A civilian police car drove in front and two uniformed police cars followed right behind the bus that went directly to Storskog border checkpoint.
Norway late last fall adopted stricter asylum regulations. Most of the refugees and migrants that came to Norway via the so-called Arctic Route from Russia fear being returned the same way, like the 13 tonight. More than 5,500 people entered Norway through Storskog checkpoint on the Norwegian-Russian border last autumn.
Both locals in Kirkenes and national organizations are protesting the return of the asylum seekers back to Russia.

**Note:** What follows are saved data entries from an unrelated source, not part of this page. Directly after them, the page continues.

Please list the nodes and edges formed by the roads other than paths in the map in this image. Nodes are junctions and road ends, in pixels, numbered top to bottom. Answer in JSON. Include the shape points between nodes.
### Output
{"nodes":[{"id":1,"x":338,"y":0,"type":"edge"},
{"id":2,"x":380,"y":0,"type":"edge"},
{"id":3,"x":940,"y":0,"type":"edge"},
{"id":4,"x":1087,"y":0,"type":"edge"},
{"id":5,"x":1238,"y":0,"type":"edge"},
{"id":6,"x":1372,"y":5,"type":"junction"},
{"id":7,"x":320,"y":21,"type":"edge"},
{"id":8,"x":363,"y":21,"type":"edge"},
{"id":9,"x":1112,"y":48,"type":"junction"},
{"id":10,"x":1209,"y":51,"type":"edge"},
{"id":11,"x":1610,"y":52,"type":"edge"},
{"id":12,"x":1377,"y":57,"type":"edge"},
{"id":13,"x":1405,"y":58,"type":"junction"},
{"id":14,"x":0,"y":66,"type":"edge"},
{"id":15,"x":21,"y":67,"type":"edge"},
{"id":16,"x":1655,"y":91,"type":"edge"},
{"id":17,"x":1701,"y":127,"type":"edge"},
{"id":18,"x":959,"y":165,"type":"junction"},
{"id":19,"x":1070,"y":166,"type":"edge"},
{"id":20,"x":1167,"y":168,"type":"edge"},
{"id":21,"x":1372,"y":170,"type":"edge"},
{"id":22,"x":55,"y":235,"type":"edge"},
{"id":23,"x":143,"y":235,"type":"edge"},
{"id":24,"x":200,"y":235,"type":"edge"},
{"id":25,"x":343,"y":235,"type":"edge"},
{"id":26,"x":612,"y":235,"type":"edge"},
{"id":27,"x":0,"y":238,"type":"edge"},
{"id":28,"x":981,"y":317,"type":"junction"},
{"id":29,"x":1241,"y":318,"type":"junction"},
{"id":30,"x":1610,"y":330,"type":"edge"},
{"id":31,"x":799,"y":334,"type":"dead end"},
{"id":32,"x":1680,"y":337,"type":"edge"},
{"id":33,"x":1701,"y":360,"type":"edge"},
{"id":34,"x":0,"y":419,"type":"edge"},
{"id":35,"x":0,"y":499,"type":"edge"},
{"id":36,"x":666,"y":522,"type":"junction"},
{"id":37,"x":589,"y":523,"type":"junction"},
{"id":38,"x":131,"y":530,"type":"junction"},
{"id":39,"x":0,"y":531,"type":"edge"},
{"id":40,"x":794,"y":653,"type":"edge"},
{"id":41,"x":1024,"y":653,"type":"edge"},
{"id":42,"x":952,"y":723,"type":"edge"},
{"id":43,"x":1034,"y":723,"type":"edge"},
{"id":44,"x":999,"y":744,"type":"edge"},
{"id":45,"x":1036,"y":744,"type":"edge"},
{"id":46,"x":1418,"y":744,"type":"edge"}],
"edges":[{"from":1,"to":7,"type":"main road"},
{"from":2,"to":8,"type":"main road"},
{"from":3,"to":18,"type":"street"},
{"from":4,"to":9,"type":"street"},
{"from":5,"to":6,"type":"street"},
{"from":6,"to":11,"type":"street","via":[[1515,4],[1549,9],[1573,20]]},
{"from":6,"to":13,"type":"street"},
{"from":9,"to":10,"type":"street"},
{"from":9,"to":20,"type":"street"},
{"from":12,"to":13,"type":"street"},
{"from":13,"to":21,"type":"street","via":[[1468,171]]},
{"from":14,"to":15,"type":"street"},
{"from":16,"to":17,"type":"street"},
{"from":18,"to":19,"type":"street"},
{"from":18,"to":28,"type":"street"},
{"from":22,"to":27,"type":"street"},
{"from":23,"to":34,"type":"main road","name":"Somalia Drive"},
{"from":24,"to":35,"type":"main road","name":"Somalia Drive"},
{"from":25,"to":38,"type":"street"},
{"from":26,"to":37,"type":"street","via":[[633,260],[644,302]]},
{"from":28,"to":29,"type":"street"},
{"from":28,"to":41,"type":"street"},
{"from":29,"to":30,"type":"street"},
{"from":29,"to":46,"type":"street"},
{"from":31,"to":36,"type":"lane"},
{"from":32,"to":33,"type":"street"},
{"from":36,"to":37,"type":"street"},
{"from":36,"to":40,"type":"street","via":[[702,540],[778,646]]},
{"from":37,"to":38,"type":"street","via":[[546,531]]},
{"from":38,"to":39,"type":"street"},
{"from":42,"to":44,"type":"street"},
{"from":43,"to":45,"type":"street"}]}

Seeing the red lights at the back of the bus as it left the centre escorted by three police cars, Eirik Nilsen with the ad-hoc group Refugees Welcome to Arctic says to the Independent Barents Observer that this is crazy.
Worried about the children
“We have been informed that the people will be taken to the railway station in Murmansk. It is freezing cold there and the bus will likely not be there before after midnight,” Eirik Nilsen says.
He is now also worried about the others that are still at the centre outside Kirkenes. “On the bus tonight there were no children, but we don’t know what will happen tomorrow with the families with children that are still waiting.”
Nilsen and a few others from the group were standing outside and witnessing the when the bus left. They stay in contact with the asylum seekers inside by mobile telephones.
Claims return to Russia is violation of international law
Marek Linha, Adviser with the Norwegian Organisation for Asylum Seekers, says to the Independent Barents Observer that returning asylum seekers that came to Norway from Russia is a violation of international law.
“Norwegian immigration authorities have refused merits hearing in these asylum cases. If all states have rejected asylum seekers by saying they should have applied for asylum in the first safe country, all asylum seekers would end up in countries bordering conflict areas. Such a measure does not correspond well with the principle of burden-sharing, which the Refugee Convention explicitly reads in its introduction,” says Marek Linha.
He says there are several known cases with refugees that have been denied to apply for asylum in Russia. The Norwegian Organisation for Asylum Seekers fears many of those now being returned will be sent out of Russia and back to dangerous areas.
Minister says Russia is a safe country
Norway’s newly appointed Minister of Immigration and integration, Sylvi Listhaug, says her Government considers Russia a safe country. The Government earlier announced that the majority of those coming via Russia could be sent back the same way.
Human Rights groups disprove such safety for all individuals in Russia, fearing that Syrians for instance risk being deported back to war areas.